O secretário não esconde, porém, o receito em torno de possível rompimento de contrato. “Seria péssimo porque demandaria discussão judicial, que impediria a retomada do trabalho por muito tempo. Muito do que já foi feito seria perdido e geraria ainda mais prejuízo aos cofres públicos. Se descontarmos a compra de equipamentos, que consome quase R$ 70 milhões do total, boa parte do trabalho de construção já foi executada”. Até agora, R$ 14,3 milhões em serviços foram medidos e pagos à COM Engenharia.
Tanques alagados podem até parar obra da ETE
Os pontos em que funcionarão seis tanques que integram o projeto da Estação de Tratamento de Esgoto (ETE) estão inundados por minas d’água no solo. O problema impede a continuidade dos serviços nesta frente de trabalho e expõe, segundo o secretário Sidnei Rodrigues, mais uma grave falha no projeto executivo da obra. “Temos que resolver essa situação até o mês de novembro. Caso contrário, as atividades terão que ser paralisadas. Não terá mais o que ser feito para adiantar outras etapas da construção”.
Sidnei conta que solicitou ao consórcio responsável pelo gerenciamento e fiscalização da obra, SGS-Enger-JHE, a elaboração de um novo projeto de drenagem. “A ideia era pagar esse serviço a eles e, posteriormente, cobrar judicialmente o ressarcimento desses custos da empresa que fez o executivo da ETE, mas a gerenciadora apresentou uma alternativa sem dar garantias de solução integral ao problema. Então, nos recusamos a pagar pelo serviço”, relata o secretário.

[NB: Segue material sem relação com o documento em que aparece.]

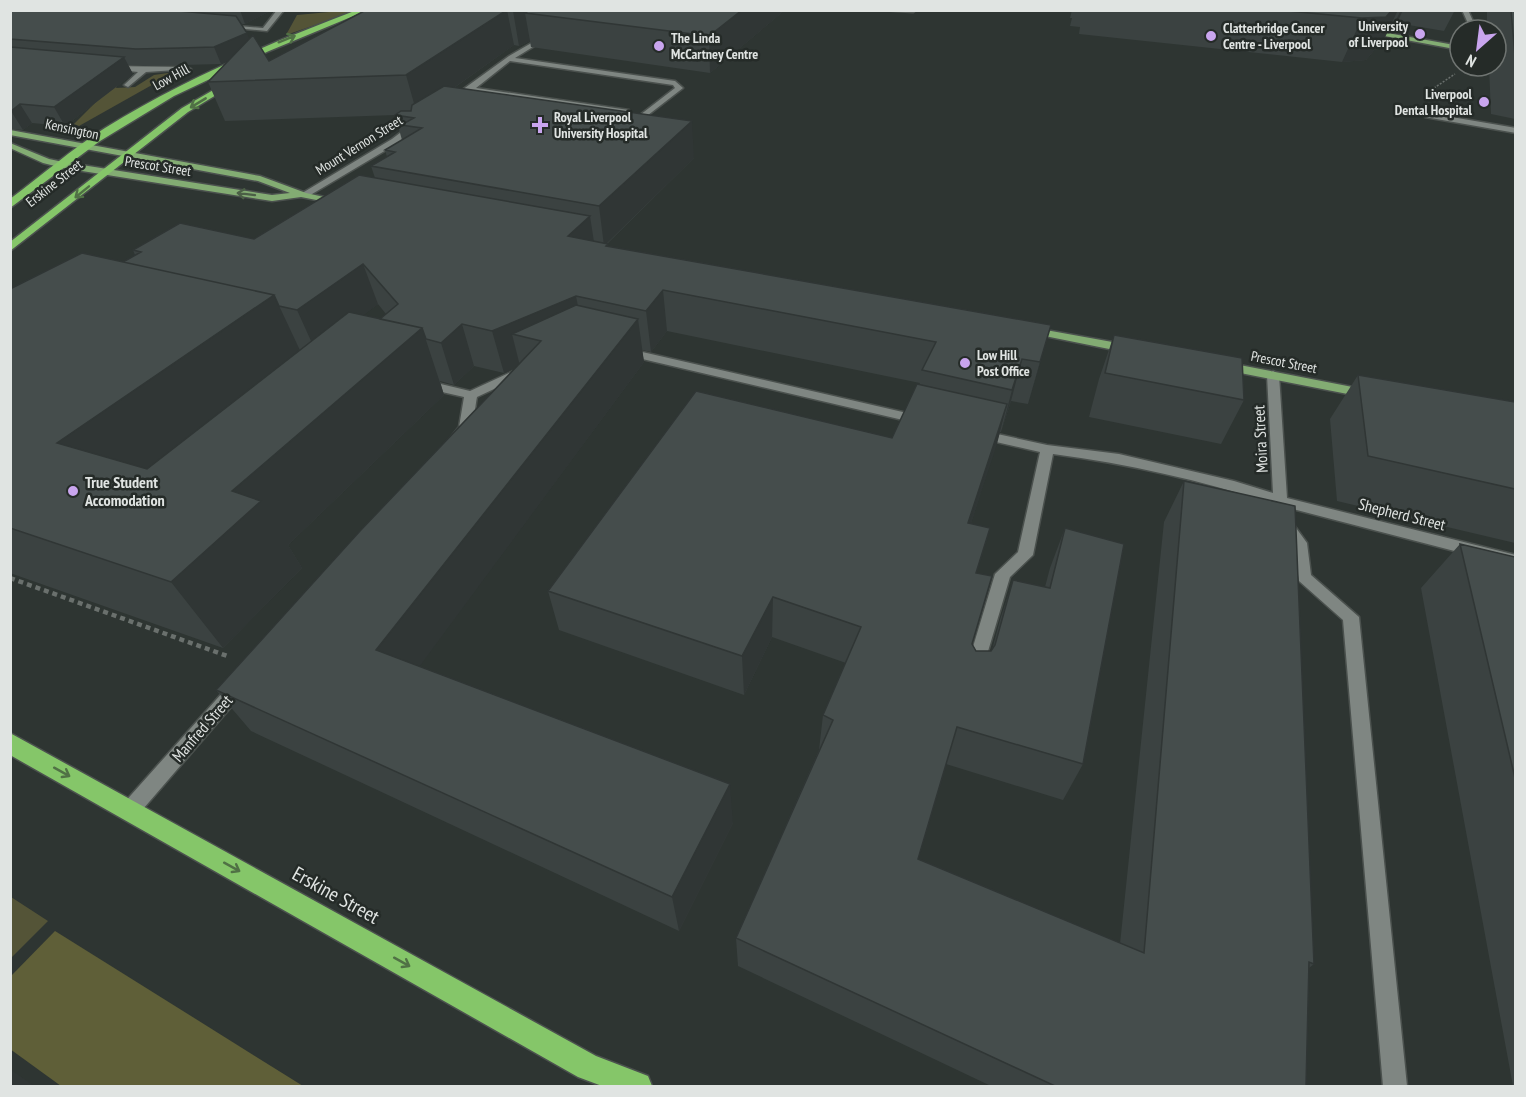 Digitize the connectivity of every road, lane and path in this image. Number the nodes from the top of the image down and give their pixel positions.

Diante do impasse, o prefeito Rodrigo Agostinho foi a São Paulo, há algumas semanas, para pressionar a Arcadis Logos – atual responsável pelo projeto da estação – a apresentar uma solução. “A empresa aceitou fazer isso gratuitamente. É uma corrida contra o tempo”, afirma Rodrigues.
Mais dinheiro
As adequações na drenagem do solo de seis tanques da futura estação pode culminar na necessidade de mais um aditivo em favor da COM Engenharia a fim de que os custos das prováveis intervenções possam ser suportados. Além dos reajustes, a empresa já foi contemplada com um aditivo no valor de R$ 857 mil, que diz respeito ao maior volume de terra movimentado para o início das obras, em relação ao estimado pelo projeto executivo da ETE.